Excerpts from Jim Conrad's
Naturalist Newsletter
from the the May 13, 2012 Newsletter issued from the woods of the Loess Hill Region a few miles east of Natchez, Mississippi, USA
ORANGE TOUCH-ME-NOTS
Deep in a shadowy swamp beside standing water with knobby Baldcypress knees rising nearby, a narrow shaft of light highlighted what's shown above.
That's the Orange Touch-me-not, also called Orange Jewelweed, IMPATIENS CAPENSIS. With such an unusual blossom you might guess that touch-me-nots belong to a smallish family, and that's the case. It's the Balsam Family, Balsaminaceae, comprising only two genera and about 850 species of soft or succulent herbs. A distinguishing feature of the family is that its flowers have three sepals -- the calyx lobes subtending the corolla and sexual parts -- with one of those sepals being tremendously enlarged into a backward-projecting "honey-spur." The honey-spur is a baglike structure holding nectar for pollinators. Hummingbirds are especially attracted to the flowers, as well as bees and butterflies. In the above image you can clearly see two yellowish sepals atop the orange corolla, and the orange third sepal, the honey-spur, behind the flower's opening. A close-up of the front showing the flower's five petals is shown below:
The pale items suspended from the blossom's "ceiling" and slightly projecting beyond the throat are part of five stamens with short, flat, grown-together filaments and anthers.

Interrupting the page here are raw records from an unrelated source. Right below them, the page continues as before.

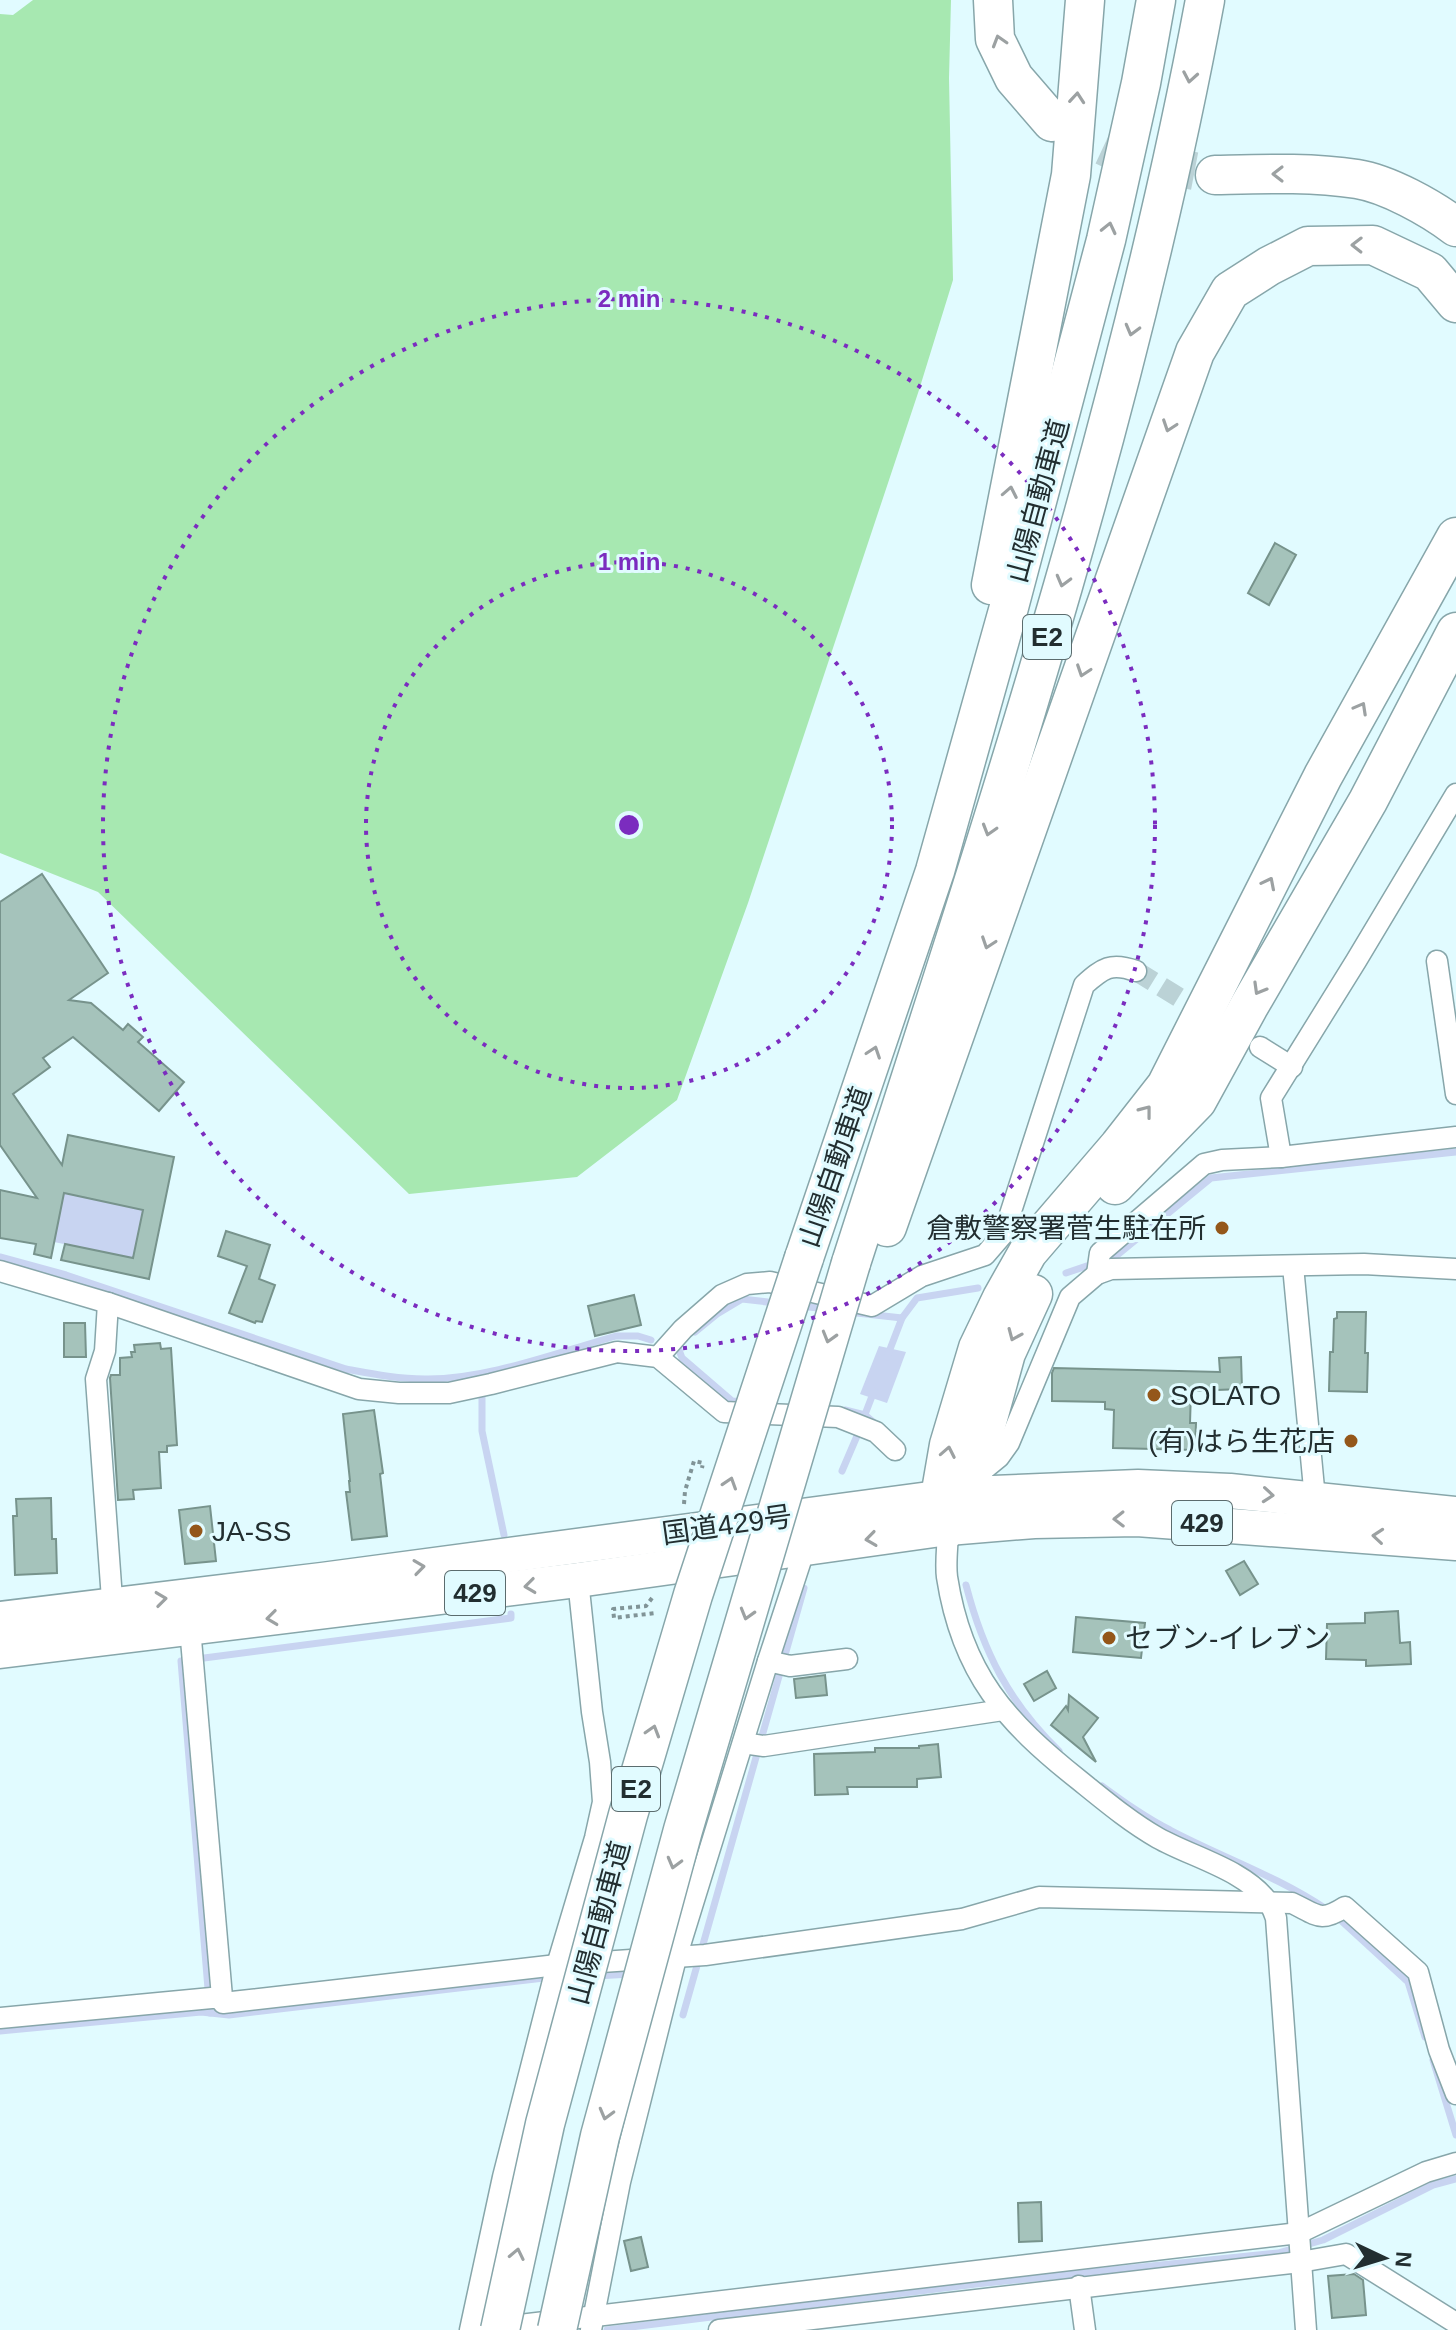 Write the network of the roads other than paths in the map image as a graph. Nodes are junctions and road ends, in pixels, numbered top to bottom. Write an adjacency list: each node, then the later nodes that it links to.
1 (993, 0): 5 (highway, one-way to 1)
2 (1085, 0): 12 (highway, one-way to 2)
3 (1156, 0): 12 (highway, 山陽自動車道 / E2, one-way to 3)
4 (1205, 0): 20 (highway, 山陽自動車道 / E2, one-way to 20)
5 (1052, 122)
6 (1215, 175): 7 (highway, one-way to 6)
7 (1456, 227)
8 (1456, 303): 20 (highway, one-way to 20)
9 (1456, 537): 29 (highway, one-way to 9)
10 (1456, 632): 29 (highway, one-way to 29)
11 (1456, 794): 16 (street)
12 (935, 871): 55 (highway, 山陽自動車道 / E2, one-way to 12, bridge)
13 (1437, 961): 17 (street)
14 (1136, 971): 26 (street)
15 (1260, 1047): 16 (street)
16 (1292, 1067): 19 (street)
17 (1456, 1094)
18 (1456, 1137): 19 (street)
19 (1281, 1157): 22 (street)
20 (851, 1263): 56 (highway, 山陽自動車道 / E2, one-way to 56, bridge)
21 (1293, 1266): 22 (street); 23 (street); 28 (street)
22 (1098, 1267): 29 (street)
23 (1456, 1269)
24 (0, 1271): 25 (street)
25 (108, 1303): 26 (street); 35 (street)
26 (658, 1357): 27 (street)
27 (895, 1450)
28 (1315, 1499): 29 (highway, 国道429号 / 429, one-way to 28); 30 (highway, 国道429号 / 429)
29 (956, 1500): 31 (highway, 国道429号 / 429, one-way to 29); 32 (highway, 国道429号 / 429, one-way to 32); 35 (highway, 国道429号 / 429, one-way to 29); 40 (street)
30 (1456, 1514)
31 (1456, 1543)
32 (805, 1548): 33 (highway, 国道429号 / 429); 39 (street)
33 (578, 1580): 36 (highway, 国道429号 / 429, one-way to 36); 44 (street)
34 (0, 1619): 35 (highway, 国道429号 / 429)
35 (113, 1621): 36 (highway, 国道429号 / 429); 37 (highway, 国道429号 / 429)
36 (192, 1648): 45 (street)
37 (0, 1651)
38 (847, 1659): 39 (street)
39 (778, 1664): 41 (street)
40 (1003, 1710): 41 (street); 42 (street)
41 (753, 1745): 43 (street)
42 (1269, 1902): 43 (street); 47 (street); 49 (street)
43 (691, 1957): 44 (street); 52 (street)
44 (557, 1965): 45 (street); 53 (street)
45 (214, 1998): 46 (street)
46 (0, 2018)
47 (1456, 2094)
48 (1456, 2163): 49 (street)
49 (1300, 2247): 50 (street); 51 (street); 52 (street); 59 (street)
50 (1079, 2286): 57 (street); 58 (street)
51 (1456, 2323)
52 (592, 2324): 54 (street)
53 (470, 2330)
54 (477, 2330)
55 (500, 2330)
56 (557, 2330)
57 (719, 2330)
58 (1085, 2330)
59 (1306, 2330) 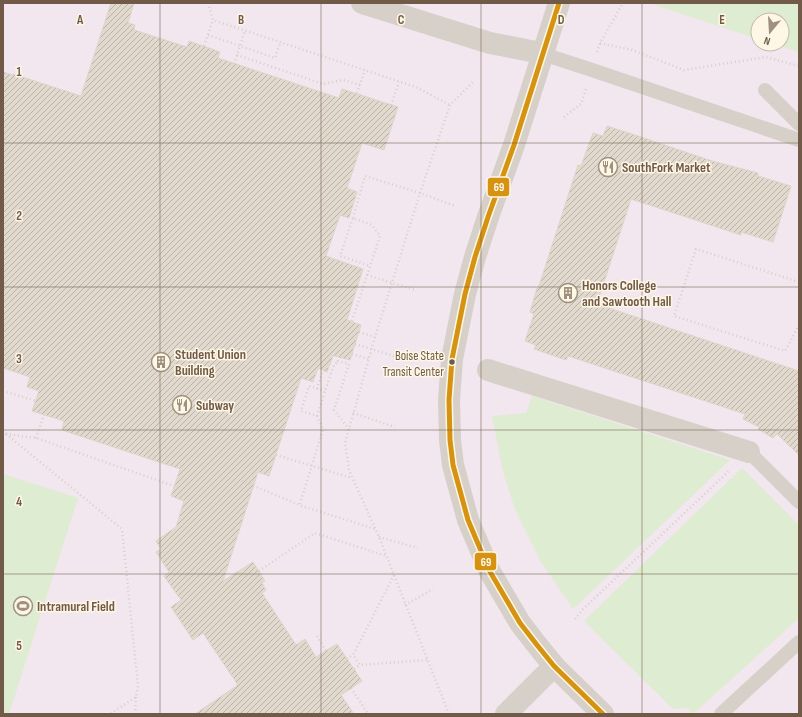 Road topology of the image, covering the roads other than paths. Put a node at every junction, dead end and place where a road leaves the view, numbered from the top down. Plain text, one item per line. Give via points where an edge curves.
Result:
1 (362, 3) edge
2 (559, 3) edge
3 (543, 54) junction
4 (765, 90) dead end
5 (799, 124) edge
6 (799, 140) edge
7 (488, 370) dead end
8 (749, 452) joint
9 (799, 502) edge
10 (799, 642) edge
11 (554, 666) junction
12 (506, 714) edge
13 (602, 714) edge
14 (721, 714) edge

1 - 3 street via 490,43
2 - 3 street
3 - 6 lane
3 - 11 street via 475,257 452,359 449,400 453,465 468,520 489,570 520,623
4 - 5 lane
7 - 8 street
8 - 9 lane
10 - 14 lane
11 - 12 street
11 - 13 street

Touch-me-not fruits are as remarkable as the flowers because they're explosive. Touch a mature fruit and the capsule instantly ruptures, its five elongate, elastic sides coiling into knots so fast that seeds are thrown in all directions. That's why they're called touch-me-nots. You can see an unexploded fruit with two exploded ones and some ejected seeds below:
When I come onto a large colony of touch-me-nots I enjoy picking fruits, exploding them in my closed hand so that the seeds don't escape, and snacking on the seeds, which have a nice, nutty flavor.
In the US Southeast we have two native, wild touch-me-not species, of which the Orange is one. The other species is practically identical, except that its flowers are yellow. The Yellow Touch-me-not doesn't occur in Mississippi but at my childhood home in Kentucky sometimes both the Yellow and Orange species occurred in the same area, not interbreeding. Orange Touch-me-nots occur throughout North America's forested areas, except for the northernmost and arid regions.
Juice from touch-me-not stems is used to relieve itching from Poison Ivy and for treatment of athlete's foot. In fact the juice contains a compound called lawsone proven to have anti-histamine and anti-inflammatory properties, plus studies confirm that it's fungicidal.